From: Vikas Shivappa <vikas.shivappa@linux.intel.com>
To: vikas.shivappa@intel.com
Cc: x86@kernel.org, linux-kernel@vger.kernel.org, hpa@zytor.com,
tglx@linutronix.de, mingo@kernel.org, tj@kernel.org,
peterz@infradead.org, matt.fleming@intel.com,
will.auld@intel.com, peter.zijlstra@intel.com,
h.peter.anvin@intel.com, kanaka.d.juvva@intel.com,
mtosatti@redhat.com, vikas.shivappa@linux.intel.com
Subject: [PATCH 7/7] x86/intel_rdt: Add Cache Allocation documentation and usage guide
Date: Mon, 11 May 2015 12:02:56 -0700 [thread overview]
Message-ID: <1431370976-31115-8-git-send-email-vikas.shivappa@linux.intel.com> (raw)
In-Reply-To: <1431370976-31115-1-git-send-email-vikas.shivappa@linux.intel.com>
Adds a description of Cache allocation technology, overview
of kernel implementation and usage of Cache Allocation cgroup interface.
Signed-off-by: Vikas Shivappa <vikas.shivappa@linux.intel.com>
---
Documentation/cgroups/rdt.txt | 206 ++++++++++++++++++++++++++++++++++++++++++
1 file changed, 206 insertions(+)
create mode 100644 Documentation/cgroups/rdt.txt
diff --git a/Documentation/cgroups/rdt.txt b/Documentation/cgroups/rdt.txt
new file mode 100644
index 0000000..1af77d5
--- /dev/null
+++ b/Documentation/cgroups/rdt.txt
@@ -0,0 +1,206 @@
+ RDT
+ ---
+
+Copyright (C) 2014 Intel Corporation
+Written by vikas.shivappa@linux.intel.com
+(based on contents and format from cpusets.txt)
+
+CONTENTS:
+=========
+
+1. Cache Allocation Technology
+ 1.1 What is RDT and Cache allocation ?
+ 1.2 Why is Cache allocation needed ?
+ 1.3 Cache allocation implementation overview
+ 1.4 Assignment of CBM and CLOS
+ 1.5 Scheduling and Context Switch
+2. Usage Examples and Syntax
+
+1. Cache Allocation Technology(Cache allocation)
+===================================
+
+1.1 What is RDT and Cache allocation
+-----------------------
+
+Cache allocation is a part of Resource Director Technology(RDT) or
+Platform Shared resource control which provides support to control
+Platform shared resources like L3 cache. Currently Cache is the only
+resource that is supported in RDT.
+More information can be found in the Intel SDM, Volume 3, section 17.15.
+
+Cache Allocation Technology provides a way for the Software (OS/VMM)
+to restrict cache allocation to a defined 'subset' of cache which may
+be overlapping with other 'subsets'. This feature is used when
+allocating a line in cache ie when pulling new data into the cache.

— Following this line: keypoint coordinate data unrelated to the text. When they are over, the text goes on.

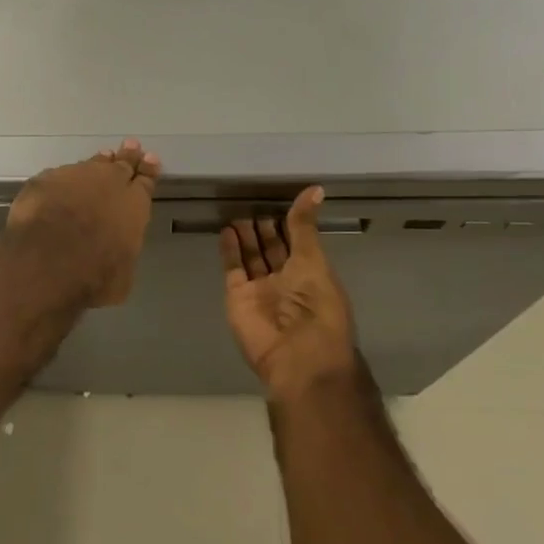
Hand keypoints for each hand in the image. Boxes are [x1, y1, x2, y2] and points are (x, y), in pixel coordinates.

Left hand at [7, 139, 160, 307]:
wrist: (48, 259)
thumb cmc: (95, 275)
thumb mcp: (122, 276)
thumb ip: (121, 254)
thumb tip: (115, 255)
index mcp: (133, 205)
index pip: (145, 183)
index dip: (149, 171)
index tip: (151, 159)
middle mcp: (107, 183)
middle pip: (121, 165)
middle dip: (128, 157)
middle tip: (131, 145)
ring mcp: (74, 177)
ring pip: (90, 165)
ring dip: (98, 162)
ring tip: (103, 157)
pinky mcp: (44, 181)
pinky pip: (59, 176)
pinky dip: (63, 179)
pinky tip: (60, 183)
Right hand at [221, 187, 356, 399]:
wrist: (298, 354)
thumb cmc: (316, 305)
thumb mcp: (313, 260)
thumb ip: (304, 225)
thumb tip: (315, 189)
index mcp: (311, 274)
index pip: (297, 242)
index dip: (288, 223)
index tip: (277, 199)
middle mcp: (286, 281)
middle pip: (272, 249)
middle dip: (264, 228)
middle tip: (253, 201)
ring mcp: (260, 290)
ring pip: (251, 257)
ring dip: (246, 236)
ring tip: (237, 212)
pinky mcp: (238, 297)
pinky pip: (233, 269)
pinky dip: (230, 250)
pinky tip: (227, 230)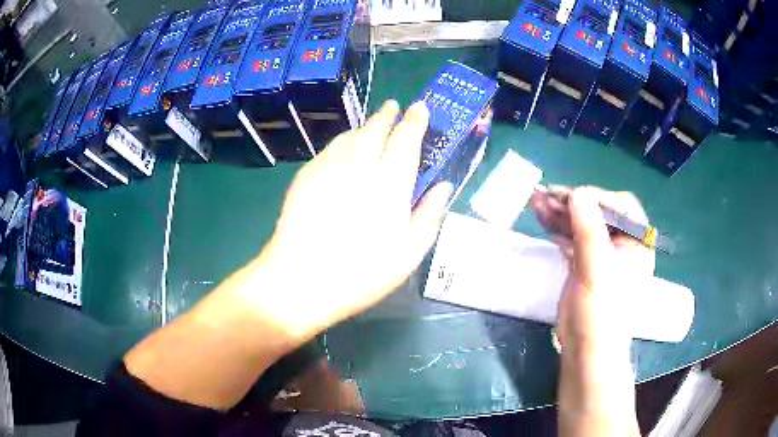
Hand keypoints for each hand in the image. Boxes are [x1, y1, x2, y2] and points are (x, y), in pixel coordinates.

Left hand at [253, 100, 452, 337]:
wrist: (301, 278)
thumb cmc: (362, 273)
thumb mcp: (409, 254)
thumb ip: (430, 215)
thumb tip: (444, 185)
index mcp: (390, 182)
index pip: (406, 138)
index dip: (415, 120)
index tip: (420, 107)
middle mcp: (360, 164)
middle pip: (376, 128)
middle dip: (388, 114)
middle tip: (395, 108)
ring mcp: (329, 166)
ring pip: (351, 134)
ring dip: (365, 126)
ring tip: (373, 128)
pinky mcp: (306, 175)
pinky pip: (330, 147)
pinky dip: (343, 141)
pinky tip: (345, 151)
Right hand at [533, 186, 649, 436]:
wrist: (586, 350)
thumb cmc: (601, 313)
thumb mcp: (597, 270)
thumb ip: (589, 229)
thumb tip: (577, 193)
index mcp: (636, 243)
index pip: (621, 206)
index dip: (597, 197)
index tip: (571, 197)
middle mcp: (621, 244)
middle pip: (597, 212)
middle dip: (571, 202)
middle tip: (545, 194)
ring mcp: (601, 253)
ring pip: (581, 223)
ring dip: (560, 212)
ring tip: (536, 201)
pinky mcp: (584, 263)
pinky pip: (571, 238)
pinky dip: (557, 227)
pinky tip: (542, 218)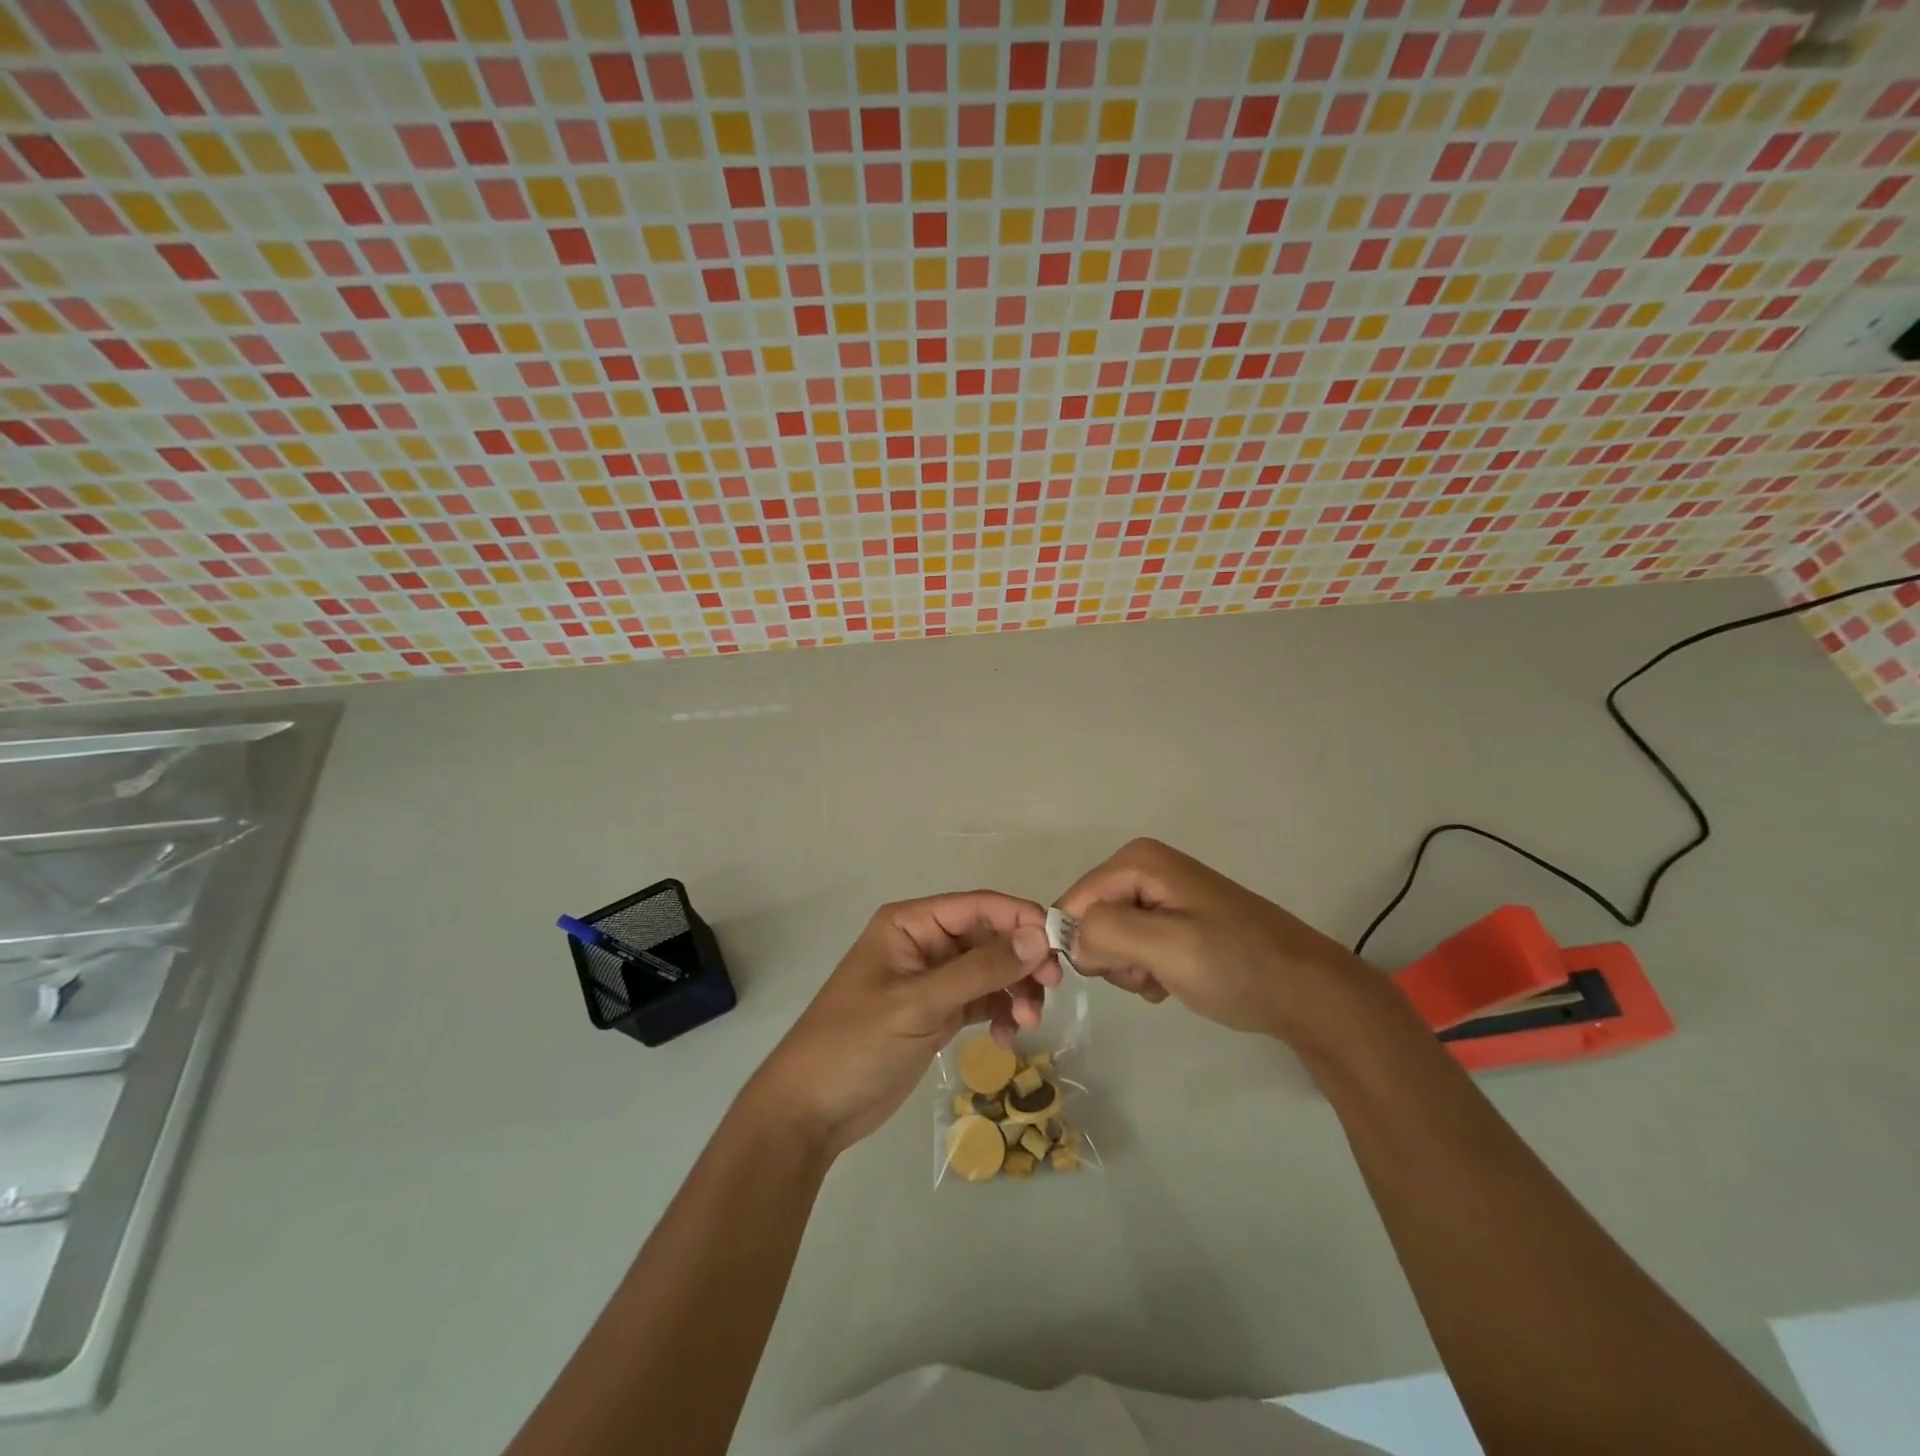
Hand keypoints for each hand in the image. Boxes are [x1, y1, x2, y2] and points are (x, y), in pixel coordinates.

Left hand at [746, 892, 1057, 1156]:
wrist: (813, 1110)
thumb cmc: (857, 1042)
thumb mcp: (920, 1003)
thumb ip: (980, 969)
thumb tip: (1038, 936)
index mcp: (911, 924)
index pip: (977, 906)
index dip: (1020, 917)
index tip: (1059, 943)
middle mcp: (924, 944)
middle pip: (989, 938)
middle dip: (1021, 961)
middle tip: (1051, 988)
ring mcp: (932, 980)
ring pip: (990, 971)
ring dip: (1014, 991)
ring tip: (1027, 1024)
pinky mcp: (937, 1013)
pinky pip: (981, 1001)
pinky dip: (999, 1014)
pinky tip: (1006, 1039)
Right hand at [1056, 838, 1371, 1044]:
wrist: (1307, 993)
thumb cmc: (1238, 965)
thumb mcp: (1168, 946)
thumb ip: (1106, 932)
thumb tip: (1069, 938)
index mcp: (1138, 861)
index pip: (1073, 902)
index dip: (1079, 942)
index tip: (1111, 974)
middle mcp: (1144, 868)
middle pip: (1090, 918)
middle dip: (1111, 955)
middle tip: (1150, 972)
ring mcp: (1160, 895)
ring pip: (1108, 938)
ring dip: (1130, 967)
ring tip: (1168, 977)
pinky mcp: (1174, 920)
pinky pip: (1133, 947)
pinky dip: (1146, 970)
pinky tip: (1175, 980)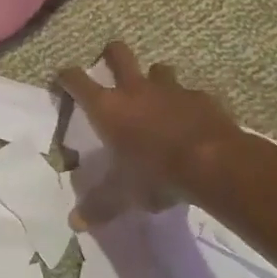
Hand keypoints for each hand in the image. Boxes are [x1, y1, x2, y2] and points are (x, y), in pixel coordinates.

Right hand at [59, 41, 244, 227]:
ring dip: (154, 79)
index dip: (66, 76)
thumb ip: (99, 205)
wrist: (214, 164)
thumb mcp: (122, 194)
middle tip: (109, 64)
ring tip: (156, 96)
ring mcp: (171, 90)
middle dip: (111, 54)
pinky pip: (190, 93)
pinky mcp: (202, 98)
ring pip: (158, 68)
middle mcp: (135, 90)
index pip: (76, 80)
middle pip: (118, 53)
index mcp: (107, 108)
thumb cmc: (156, 174)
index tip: (62, 77)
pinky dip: (187, 103)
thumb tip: (75, 223)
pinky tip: (191, 120)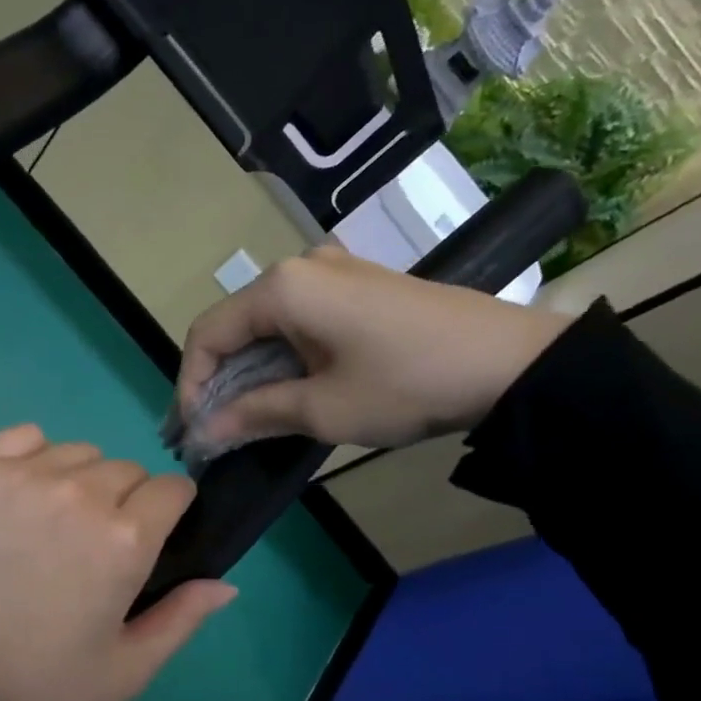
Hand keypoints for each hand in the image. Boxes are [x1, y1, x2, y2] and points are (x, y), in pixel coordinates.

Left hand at [0, 425, 237, 700]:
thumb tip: (226, 584)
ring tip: (48, 523)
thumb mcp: (126, 672)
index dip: (168, 512)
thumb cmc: (39, 687)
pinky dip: (29, 457)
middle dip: (122, 501)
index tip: (150, 536)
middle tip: (90, 546)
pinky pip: (22, 437)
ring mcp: (20, 475)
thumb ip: (182, 619)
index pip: (172, 490)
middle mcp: (79, 492)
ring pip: (76, 452)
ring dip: (77, 479)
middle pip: (125, 470)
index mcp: (125, 539)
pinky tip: (15, 496)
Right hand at [177, 246, 573, 450]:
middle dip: (216, 381)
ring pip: (265, 325)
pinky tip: (284, 390)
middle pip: (234, 326)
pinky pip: (298, 320)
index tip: (190, 432)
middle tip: (209, 431)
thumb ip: (252, 414)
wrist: (510, 364)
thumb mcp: (322, 409)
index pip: (208, 334)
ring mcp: (332, 272)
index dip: (189, 385)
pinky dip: (281, 358)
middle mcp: (299, 267)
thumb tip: (203, 433)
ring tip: (241, 419)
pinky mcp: (357, 287)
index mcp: (282, 288)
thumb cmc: (405, 385)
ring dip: (248, 372)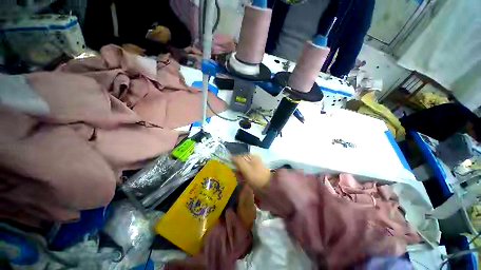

+The programming of the h/w is done via programming MSRs.
+
+The different cache subsets are identified by CLOS identifier (class
+of service) and each CLOS has a CBM (cache bit mask). The CBM is a
+contiguous set of bits which defines the amount of cache resource that
+is available for each 'subset'.
+
+1.2 Why is Cache allocation needed
+----------------------------------
+
+In todays new processors the number of cores is continuously increasing,
+especially in large scale usage models where VMs are used like
+webservers and datacenters. The number of cores increase the number
+of threads or workloads that can simultaneously be run. When
+multi-threaded-applications, VMs, workloads run concurrently they
+compete for shared resources including L3 cache.
+
+The Cache allocation enables more cache resources to be made available
+for higher priority applications based on guidance from the execution
+environment.
+
+The architecture also allows dynamically changing these subsets during
+runtime to further optimize the performance of the higher priority
+application with minimal degradation to the low priority app.
+Additionally, resources can be rebalanced for system throughput
+benefit. (Refer to Section 17.15 in the Intel SDM)
+
+This technique may be useful in managing large computer systems which
+large L3 cache. Examples may be large servers running instances of
+webservers or database servers. In such complex systems, these subsets
+can be used for more careful placing of the available cache
+resources.
+
+1.3 Cache allocation implementation Overview
+--------------------------------------------
+
+Kernel implements a cgroup subsystem to support cache allocation.
+
+Each cgroup has a CLOSid <-> CBM(cache bit mask) mapping.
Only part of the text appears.